This is among the findings of a survey of nearly 700 academics in the fields carried out as part of a research project into the feasibility of open-access monographs.
The OAPEN-UK project, which started in 2010, is gathering evidence from publishers, funders, authors and universities and running a pilot to determine how monographs, such as books and longer papers, could be made open access.
There was very little difference in respondents' attitude towards the acceptability of profit in open-access and traditional publishing. In both cases, just over 50 per cent thought profit-making was acceptable provided that it was reinvested in disciplines or spent on making more open-access content available.
About 20 per cent of respondents said it was only acceptable to make enough profit to cover costs, while a similar proportion said profits were permissible regardless of how they were spent.
However, the figures varied considerably across career stages. Just under 11 per cent of PhD students thought profit acceptable no matter how it was spent, compared with nearly 28 per cent of professors.
That most academics approved of profit in some form augured well for the author-pays open-access model that the Jisc and Arts and Humanities Research Council-funded project is piloting, said Caren Milloy, head of projects at Jisc Collections.
The survey also demonstrates academics' continuing attachment to books - 75 per cent rated the production of a hard copy an important service performed by publishers.
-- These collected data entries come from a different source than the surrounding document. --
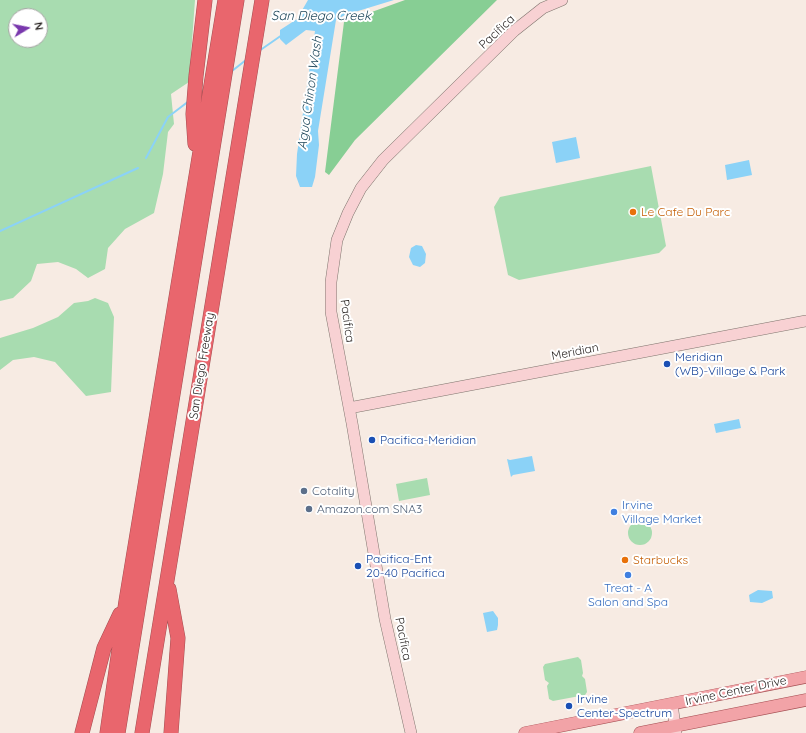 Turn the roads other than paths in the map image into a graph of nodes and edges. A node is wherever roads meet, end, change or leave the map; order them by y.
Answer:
1 (205, 0) edge
2 (225, 0) edge
3 (237, 0) edge
4 (262, 0) edge
5 (562, 0) edge
6 (196, 175) junction
7 (806, 321) edge
8 (349, 408) junction
9 (167, 579) junction
10 (126, 601) junction
11 (806, 677) edge
12 (806, 700) edge
13 (672, 704) junction
14 (677, 731) edge
15 (82, 733) edge
16 (107, 733) edge
17 (118, 733) edge
18 (142, 733) edge
19 (171, 733) edge
20 (411, 733) edge
21 (525, 733) edge
22 (640, 733) edge

1 - 6 highway
2 - 6 highway
3 - 17 highway
4 - 9 highway, San Diego Freeway
5 - 8 street, Pacifica
6 - 10 highway
7 - 8 street, Meridian
8 - 20 street, Pacifica
9 - 18 highway, San Diego Freeway
9 - 19 highway
10 - 15 highway
10 - 16 highway
11 - 13 main road, Irvine Center Drive
12 - 14 main road, Irvine Center Drive
13 - 14 street
13 - 21 main road, Irvine Center Drive
14 - 22 main road, Irvine Center Drive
Saying that more work was needed to probe the reasons, Ms Milloy noted that an open-access framework could permit printing on demand.
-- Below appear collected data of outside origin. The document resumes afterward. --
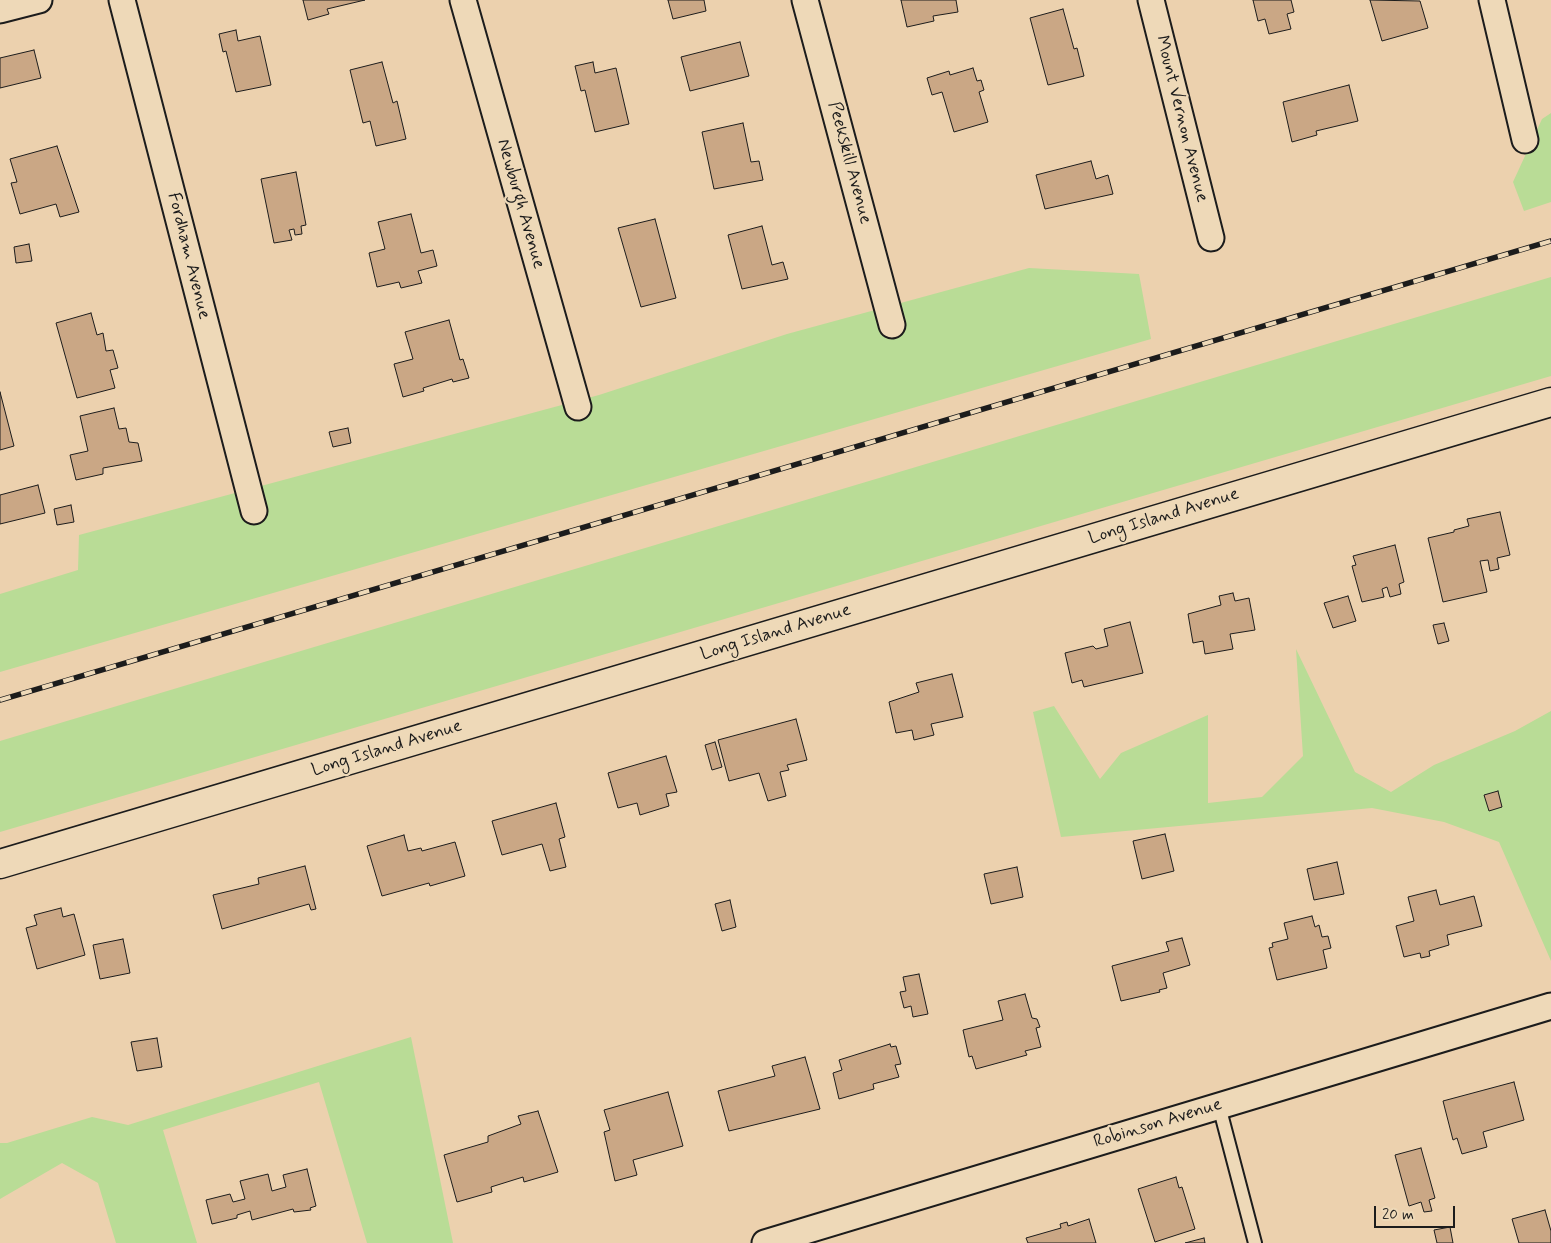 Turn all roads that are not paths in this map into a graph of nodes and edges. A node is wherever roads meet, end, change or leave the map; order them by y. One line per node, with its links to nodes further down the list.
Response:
1 (39, 0): 7 (street)
2 (122, 0): 13 (street, Fordham Avenue)
3 (463, 0): 12 (street, Newburgh Avenue)
4 (806, 0): 10 (street, Peekskill Avenue)
5 (1151, 0): 9 (street, Mount Vernon Avenue)
6 (1492, 0): 8 (street)
7 (0, 10)
8 (1525, 140)
9 (1211, 238)
10 (892, 325)
11 (1551, 402): 14 (street, Long Island Avenue)
12 (578, 407)
13 (254, 511)
14 (0, 864)
15 (1551, 1006): 16 (street, Robinson Avenue)
16 (1219, 1106): 17 (street, Robinson Avenue); 18 (lane)
17 (764, 1243)
18 (1255, 1243) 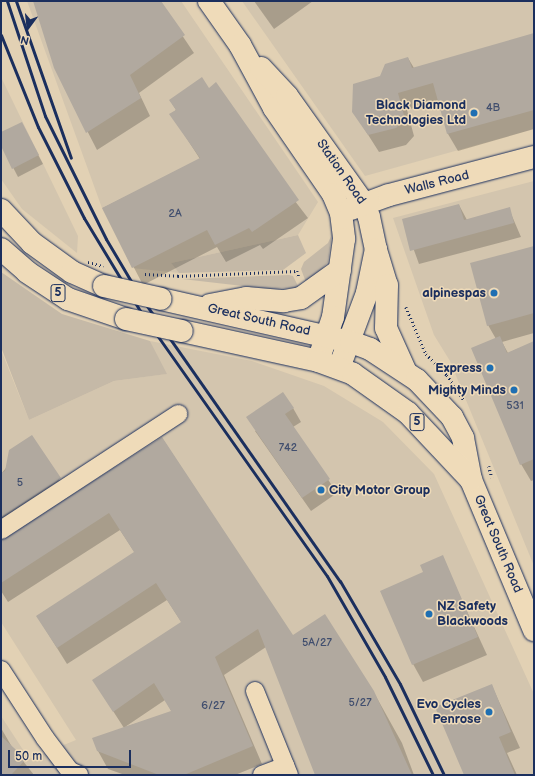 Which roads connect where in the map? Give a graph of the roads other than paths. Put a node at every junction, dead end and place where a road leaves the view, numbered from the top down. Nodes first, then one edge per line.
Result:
1 (209, 1) edge
2 (240, 45) junction
3 (534, 157) edge
4 (364, 204) junction
5 (1, 210) edge
6 (341, 213) junction
7 (1, 249) edge
8 (376, 249) junction
9 (340, 270) junction
10 (201, 307) junction
11 (329, 336) junction
12 (351, 342) junction
13 (318, 361) junction
14 (339, 368) junction
15 (406, 371) junction
16 (178, 414) dead end
17 (481, 480) junction
18 (1, 530) edge
19 (534, 630) edge
20 (4, 682) edge
21 (255, 691) dead end
22 (287, 770) edge
23 (72, 774) edge
24 (262, 775) edge

1 - 2 main road, Station Road
2 - 4 main road, Station Road
2 - 6 main road, Station Road
3 - 4 main road, Walls Road
4 - 6 main road, Walls Road
4 - 8 main road, Station Road
5 - 10 main road, Great South Road / 5, bridge
6 - 9 main road, Station Road
7 - 13 main road, Great South Road / 5, bridge
8 - 12 main road, Station Road
8 - 15 main road
9 - 10 main road
9 - 11 main road, Station Road
10 - 11 main road, Great South Road / 5
11 - 12 main road, Great South Road / 5
11 - 13 main road, Station Road
12 - 14 main road, Station Road
12 - 15 main road, Great South Road / 5
13 - 14 main road, Great South Road / 5
14 - 17 main road, Great South Road / 5
15 - 17 main road, Great South Road / 5
16 - 18 street
17 - 19 main road, Great South Road / 5
20 - 23 street
21 - 22 street
22 - 24 street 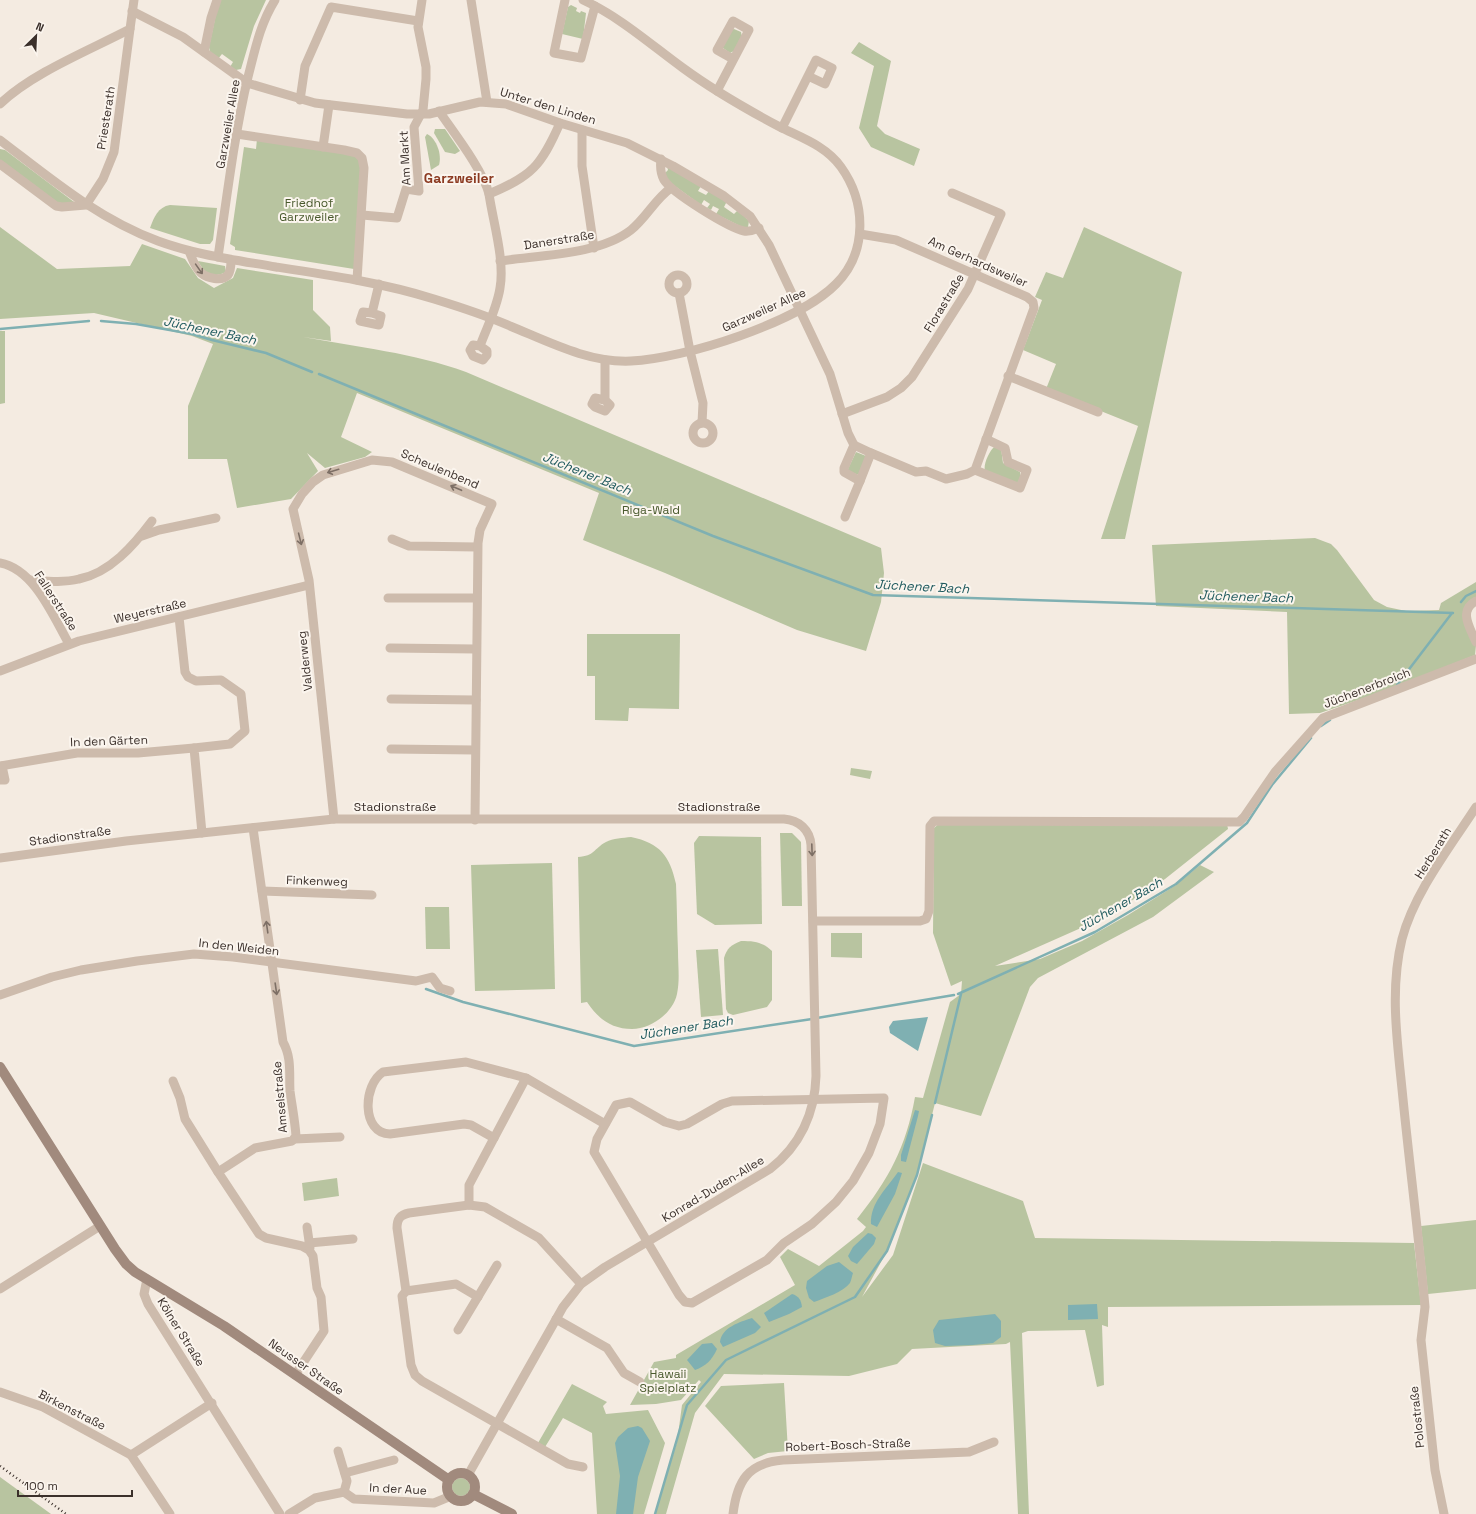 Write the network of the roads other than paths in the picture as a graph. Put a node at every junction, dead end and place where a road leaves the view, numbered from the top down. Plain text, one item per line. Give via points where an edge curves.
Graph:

The two most highly rated services provided by publishers were distribution and marketing. These were also the services that the scholars surveyed - especially senior academics - would be least willing to perform themselves in an open-access environment, the study found.
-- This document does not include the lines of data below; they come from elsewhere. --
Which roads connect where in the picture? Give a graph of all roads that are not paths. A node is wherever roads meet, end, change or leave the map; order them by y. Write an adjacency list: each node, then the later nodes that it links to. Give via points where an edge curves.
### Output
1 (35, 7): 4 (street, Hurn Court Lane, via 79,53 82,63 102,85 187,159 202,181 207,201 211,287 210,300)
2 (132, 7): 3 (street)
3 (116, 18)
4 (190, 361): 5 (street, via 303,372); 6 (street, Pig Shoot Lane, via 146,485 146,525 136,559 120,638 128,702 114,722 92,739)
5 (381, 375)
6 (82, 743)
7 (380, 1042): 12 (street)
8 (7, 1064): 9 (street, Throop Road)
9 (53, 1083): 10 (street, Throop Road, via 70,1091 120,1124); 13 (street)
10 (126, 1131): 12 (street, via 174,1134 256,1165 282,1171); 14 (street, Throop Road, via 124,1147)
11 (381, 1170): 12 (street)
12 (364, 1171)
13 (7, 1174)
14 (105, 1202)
Ms Milloy said that she had expected academics to be comfortable doing the blogging and tweeting that would constitute marketing in an open-access environment and wondered whether they considered such activities to be marketing.
She also said that she was surprised at how highly academics rated the marketing done by traditional publishers given that the average print sales of each monograph stands at about 200 copies.
"The whole reason we are looking at open-access monographs is that sales figures for print have dropped dramatically over the past couple of decades. There might be a slight disparity between what academics think is happening and what the publishers are [actually] providing," she said.
Another potential barrier to fully open-access monographs is respondents' reluctance to permit the kinds of reuse that many advocates regard as core to the open-access ethos, with almost 80 per cent of respondents favouring the most restrictive type of Creative Commons licence.
"It is about maintaining the authoritative version of their work and not having people coming and 'messing' with it," Ms Milloy said.
The OAPEN-UK project runs until 2015. It was cited in the recent Finch report on open access as an example of the "experimentation in open-access publishing for scholarly monographs" that should continue.